A Canadian political theorist Warren Magnusson, who had quite an influence on me, once assumed that local governance is something bigger than what we think of it. At first, this idea spontaneously came to my mind, through my practice, and afterwards I found it in Magnusson. I think that local governance is the main alternative to the nation state. If we try to imagine the political order after the nation state, local governance would be at its core.
This is a very abstract idea. But if we put it in practice, which I am, as a deputy, engaged in, everything becomes clear. There is a yard, a common area of several houses, and its inhabitants, who always want to take part in management of this space because they live there and they are interested in it being operative. But there are things that put obstacles for them in terms of managing this space.
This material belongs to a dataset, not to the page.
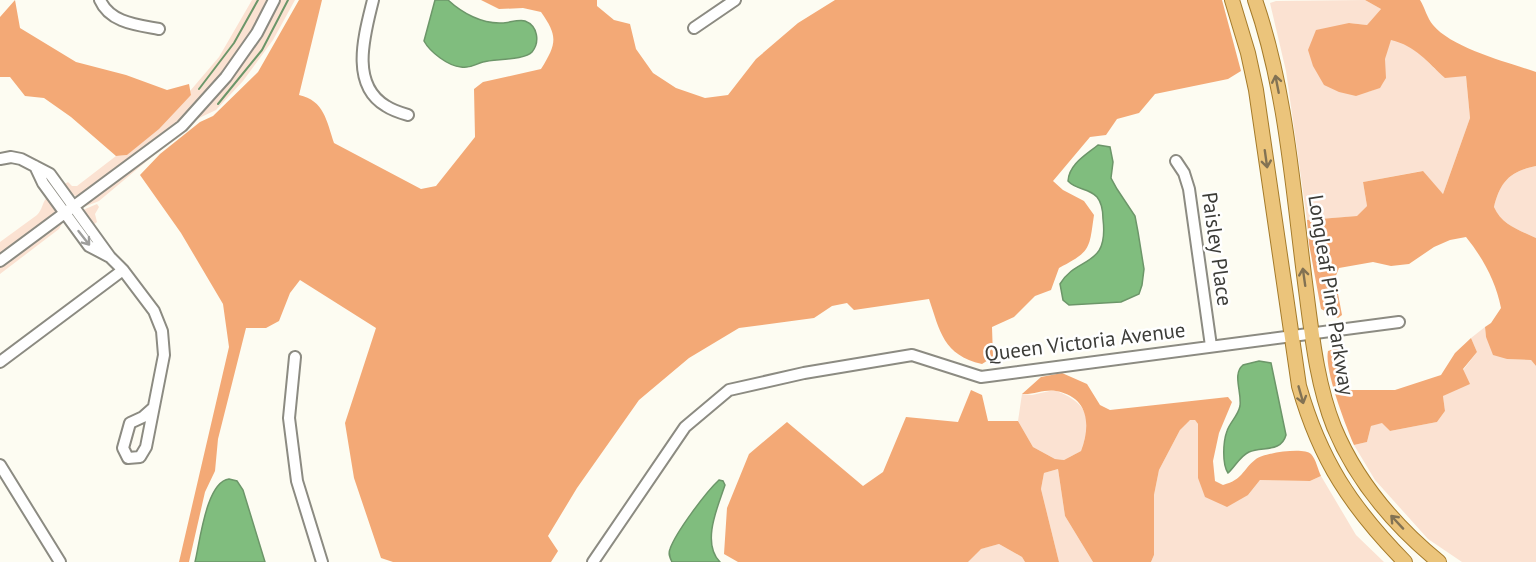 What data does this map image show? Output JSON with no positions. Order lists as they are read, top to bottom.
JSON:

These things could be centralized power, officials and authorities, the city government of Moscow. In effect, there is an opposition between the sovereign state represented by the city administration, which literally comes and starts digging up the ground in the yard, and spontaneous local governance of the house tenants who are annoyed by the fact that nobody asked them before starting the digging works and nobody told them what is going to be done there. They call me as a deputy, and I try to find out what is going on. Together we think of how we can factor into the ongoing process. These are things happening here and now. Such opposition could lead to the city administration completely ignoring and even cracking down on activists, so that people just go home feeling low and down. Alternatively, something different could happen: a centralized system would collapse, and local governance would take its place, providing people with a real opportunity to take part in decision making.
— Many activists and people who made a public [anti-war] statement have recently left Russia in fear of prosecution or just because speaking out has become impossible. You, as well as Mikhail Lobanov and many other people, made a choice to stay in the country in order to make a change. What do you think of people who made an opposite choice? What would you say to those who left and those who stayed?
— I do not think that I can tell them what they should do. Everyone made his or her choice in different circumstances. I will never be judgmental towards people who left or stayed here. Of course, I find the stance of particular immigrants annoying. The most notable example is Garry Kasparov. I would say one thing to those who left: please, do not turn into Garry. Unfortunately, this metamorphosis is quite easy. I understand those who left and cannot judge them. My only hope is that the circumstances will allow them to return and they will return.
— Do you think that this division (between those who left and those who stayed) could hamper any attempts to build solidarity, which seems so much needed now?
— Of course, we would love everyone to be friends and experience solidarity but I do not understand what we could offer to those who left. Solidarity about what? About a manifesto of sorts? There are those who left but continue helping us with our platform. I do not treat them as “those who left”. They are on board, and we have our solidarity. If there are initiatives, in which you continue to work with each other despite turning out on different sides of the border, and these initiatives are ongoing, then real solidarity is possible. But if there is a decay of ideas and no common project is possible, in this case solidarity is out of the question. I remember the previous, “Georgian” wave of immigration, which took place in 2021 after the protests against Navalny’s imprisonment. Back then I spoke to people who left and who came back, and I saw quite a sad picture. People [in immigration] got drunk in the evening and fantasized about themselves as a government in exile, and their fate should have somehow rewarded them for their suffering by making them return to Russia tall in the saddle. What for? For drinking wine every evening? I cannot understand it and find it decadent. The only thing that could save the situation is taking part in common initiatives in Russia.